Saturday, February 24, 2007
We are like unto the oyster, and irritation shall bring forth pearls
The New York Times reported Friday that CanWest Global is now The New Republic's majority shareholder, and in light of plunging readership and revenue, they're rethinking their operation. Starting in a couple of weeks, they're going to publish biweekly and go to a heavier paper stock with more graphic elements.

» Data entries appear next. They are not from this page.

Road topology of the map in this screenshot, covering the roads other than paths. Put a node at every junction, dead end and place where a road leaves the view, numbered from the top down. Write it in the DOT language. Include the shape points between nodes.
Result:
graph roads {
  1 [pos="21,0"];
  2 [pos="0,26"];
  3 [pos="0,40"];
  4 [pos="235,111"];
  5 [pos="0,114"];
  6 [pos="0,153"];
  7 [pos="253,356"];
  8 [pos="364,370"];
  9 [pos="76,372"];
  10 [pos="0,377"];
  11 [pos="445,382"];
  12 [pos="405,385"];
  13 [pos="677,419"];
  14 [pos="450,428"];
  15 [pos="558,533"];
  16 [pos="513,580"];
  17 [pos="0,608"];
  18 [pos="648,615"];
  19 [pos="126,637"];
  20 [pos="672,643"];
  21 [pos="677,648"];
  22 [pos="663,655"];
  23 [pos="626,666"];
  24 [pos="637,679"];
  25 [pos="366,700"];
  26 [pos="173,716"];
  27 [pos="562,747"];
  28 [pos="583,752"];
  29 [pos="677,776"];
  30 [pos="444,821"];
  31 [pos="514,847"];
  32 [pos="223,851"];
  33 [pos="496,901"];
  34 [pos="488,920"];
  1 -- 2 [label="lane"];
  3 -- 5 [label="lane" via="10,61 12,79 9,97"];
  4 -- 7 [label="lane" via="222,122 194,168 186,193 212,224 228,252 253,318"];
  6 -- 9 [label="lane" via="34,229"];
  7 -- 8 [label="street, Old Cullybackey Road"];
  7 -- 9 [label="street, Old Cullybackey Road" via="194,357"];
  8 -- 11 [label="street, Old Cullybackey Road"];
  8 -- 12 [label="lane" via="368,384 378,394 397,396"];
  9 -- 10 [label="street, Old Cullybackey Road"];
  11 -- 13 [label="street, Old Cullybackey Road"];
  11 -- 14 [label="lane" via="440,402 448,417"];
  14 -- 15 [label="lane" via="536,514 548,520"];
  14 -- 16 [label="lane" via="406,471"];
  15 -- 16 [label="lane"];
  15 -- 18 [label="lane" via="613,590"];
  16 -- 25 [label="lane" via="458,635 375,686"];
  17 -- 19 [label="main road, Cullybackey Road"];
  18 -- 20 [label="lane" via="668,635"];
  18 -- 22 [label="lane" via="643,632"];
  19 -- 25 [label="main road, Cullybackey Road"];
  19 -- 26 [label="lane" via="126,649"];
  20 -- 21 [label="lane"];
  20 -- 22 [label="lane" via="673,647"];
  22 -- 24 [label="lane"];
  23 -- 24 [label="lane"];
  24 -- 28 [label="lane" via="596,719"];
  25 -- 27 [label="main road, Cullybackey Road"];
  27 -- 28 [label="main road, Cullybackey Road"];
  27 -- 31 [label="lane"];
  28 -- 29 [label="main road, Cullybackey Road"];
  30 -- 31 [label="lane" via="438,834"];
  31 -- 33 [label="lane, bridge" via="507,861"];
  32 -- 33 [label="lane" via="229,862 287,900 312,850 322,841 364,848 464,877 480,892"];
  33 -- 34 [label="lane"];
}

Yeah, yeah, same tune, different verse. Wake up and smell the circling buzzards, print industry. The New Republic is essentially screwed unless they can figure out a way to get online, fast, and a way to finance their online operations sufficient to feed a high level of journalism.
I guess the good news is that they know it. As Martin Peretz, the editor-in-chief puts it,
"The print publication cannot keep up with the news,” Mr. Peretz said. So actual news will go up on the Web site, which now has five employees, up from two a year ago, while the longer production cycle for the print magazine will give writers more time for reporting.But by far the best part of that article is the following information:
To that end, Mr. Peretz has become a blogger. "He said he was “not enjoying it exactly,” but that he had found it addictive.There's hope for TNR yet.
“When I used to see something irritating, I would typically call a friend,” he said. “Now I just go to the blog.”